Além disso, essa depleção de energia inibe o ciclo celular por meio da ativação da via LKB1/AMPK e da inibição da via do mTOR. As células cancerígenas tentam compensar sua ineficácia mitocondrial aumentando a glicólise e ativando a via das pentoses fosfato. A glicólise produz energia a partir da glicose (2 ATPs), mas a função mais importante da glicólise é que a maioria dos intermediários dessa via é necessária para várias vias de biossíntese essenciais para a proliferação celular. Assim, a glicose é necessária para a produção de proteínas, nucleotídeos e ácidos graxos pela célula tumoral e a dieta cetogênica, ao reduzir a glicólise impede esta ocorrência.

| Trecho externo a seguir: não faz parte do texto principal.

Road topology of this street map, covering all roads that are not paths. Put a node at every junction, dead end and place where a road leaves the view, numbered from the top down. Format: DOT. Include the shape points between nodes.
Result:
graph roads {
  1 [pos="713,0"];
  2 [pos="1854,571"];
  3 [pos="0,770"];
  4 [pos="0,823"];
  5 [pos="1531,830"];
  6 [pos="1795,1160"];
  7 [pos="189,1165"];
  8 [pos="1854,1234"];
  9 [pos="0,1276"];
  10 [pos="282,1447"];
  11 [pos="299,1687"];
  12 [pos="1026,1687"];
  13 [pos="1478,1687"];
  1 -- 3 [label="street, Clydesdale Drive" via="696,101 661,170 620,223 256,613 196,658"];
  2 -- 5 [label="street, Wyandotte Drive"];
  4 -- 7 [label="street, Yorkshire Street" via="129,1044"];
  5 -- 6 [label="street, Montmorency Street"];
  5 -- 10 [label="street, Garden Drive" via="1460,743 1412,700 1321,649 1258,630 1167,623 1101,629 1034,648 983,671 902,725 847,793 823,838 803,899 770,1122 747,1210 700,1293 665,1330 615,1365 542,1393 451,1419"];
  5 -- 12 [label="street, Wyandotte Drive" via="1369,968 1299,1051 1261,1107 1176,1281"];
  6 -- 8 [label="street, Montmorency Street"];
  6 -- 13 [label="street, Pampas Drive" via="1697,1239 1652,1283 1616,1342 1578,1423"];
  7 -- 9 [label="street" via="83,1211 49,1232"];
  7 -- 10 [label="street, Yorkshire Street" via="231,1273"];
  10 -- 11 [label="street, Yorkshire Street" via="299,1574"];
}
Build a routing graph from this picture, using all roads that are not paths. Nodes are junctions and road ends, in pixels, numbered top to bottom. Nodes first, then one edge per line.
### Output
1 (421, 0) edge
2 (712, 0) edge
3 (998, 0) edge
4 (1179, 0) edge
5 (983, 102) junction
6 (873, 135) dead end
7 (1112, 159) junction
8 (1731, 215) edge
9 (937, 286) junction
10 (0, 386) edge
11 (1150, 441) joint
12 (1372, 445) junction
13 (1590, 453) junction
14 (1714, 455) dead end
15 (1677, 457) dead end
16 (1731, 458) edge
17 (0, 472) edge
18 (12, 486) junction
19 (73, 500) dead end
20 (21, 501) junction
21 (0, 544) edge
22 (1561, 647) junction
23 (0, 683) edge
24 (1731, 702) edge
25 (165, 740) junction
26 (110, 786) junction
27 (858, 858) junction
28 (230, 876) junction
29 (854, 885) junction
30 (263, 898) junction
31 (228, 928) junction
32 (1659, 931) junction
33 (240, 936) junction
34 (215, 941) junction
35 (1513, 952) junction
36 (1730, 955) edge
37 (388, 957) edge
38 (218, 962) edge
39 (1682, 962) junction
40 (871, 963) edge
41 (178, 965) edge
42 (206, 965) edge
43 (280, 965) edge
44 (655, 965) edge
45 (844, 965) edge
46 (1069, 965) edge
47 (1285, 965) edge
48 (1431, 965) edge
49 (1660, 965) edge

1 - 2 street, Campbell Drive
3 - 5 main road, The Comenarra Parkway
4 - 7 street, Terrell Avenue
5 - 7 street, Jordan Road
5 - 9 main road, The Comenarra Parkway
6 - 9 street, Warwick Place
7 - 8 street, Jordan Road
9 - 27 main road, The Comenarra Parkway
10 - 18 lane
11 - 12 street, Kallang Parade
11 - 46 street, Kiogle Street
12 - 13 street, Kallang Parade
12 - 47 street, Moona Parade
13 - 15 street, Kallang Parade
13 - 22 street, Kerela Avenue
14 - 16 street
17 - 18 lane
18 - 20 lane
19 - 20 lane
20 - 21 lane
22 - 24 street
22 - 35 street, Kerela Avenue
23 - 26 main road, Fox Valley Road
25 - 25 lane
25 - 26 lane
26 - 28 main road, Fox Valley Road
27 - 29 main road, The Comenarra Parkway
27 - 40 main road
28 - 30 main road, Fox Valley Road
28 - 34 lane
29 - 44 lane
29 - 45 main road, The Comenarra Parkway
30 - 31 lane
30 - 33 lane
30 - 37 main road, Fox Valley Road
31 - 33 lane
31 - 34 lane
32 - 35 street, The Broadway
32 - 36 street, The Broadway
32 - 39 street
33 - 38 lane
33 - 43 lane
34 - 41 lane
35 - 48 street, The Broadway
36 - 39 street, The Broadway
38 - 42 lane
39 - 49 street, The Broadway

Uma forma de reduzir o número de células cancerígenas seria matando-as de fome. Estudos experimentais mostram que, em longos períodos de jejum, as células cancerígenas são mais mais vulneráveis ao tratamento do câncer. Mas o paciente não pode ficar sem comer para sempre. Mas a dieta cetogênica imita o jejum para a célula cancerígena. A redução de carboidratos reduz a disponibilidade de insulina e fator de crescimento semelhante à insulina 1 (IGF1) no sangue.
O IGF1 é essencial para o crescimento celular e, portanto, sua redução causa redução da proliferação tumoral. A dieta cetogênica também pode alterar a expressão de genes relacionados ao estresse oxidativo e inflamação em células tumorais.
Por fim, é relatado que a dieta cetogênica diminui os aminoácidos (AAs) no plasma e dentro do tumor, mas uma dieta normal com baixa proteína não leva a essa diminuição. Portanto, corpos cetônicos altos podem ser o motivo de um declínio nos AAs. Isto é importante pois aminoácidos essenciais e dos metabólitos do ciclo da uréia, aumentam a produção de glutamina, que o tumor também ama.
Apesar dessas vantagens potenciais, a dieta cetogênica não é uma opção de tratamento adequada para todos os tipos de câncer. Por exemplo, é relatado que a proliferação de células cancerígenas aumentou em células de melanoma com mutação BRAF V600E com dieta cetogênica. Também discute-se a viabilidade da dieta cetogênica no câncer renal (Makuku et al., 2023).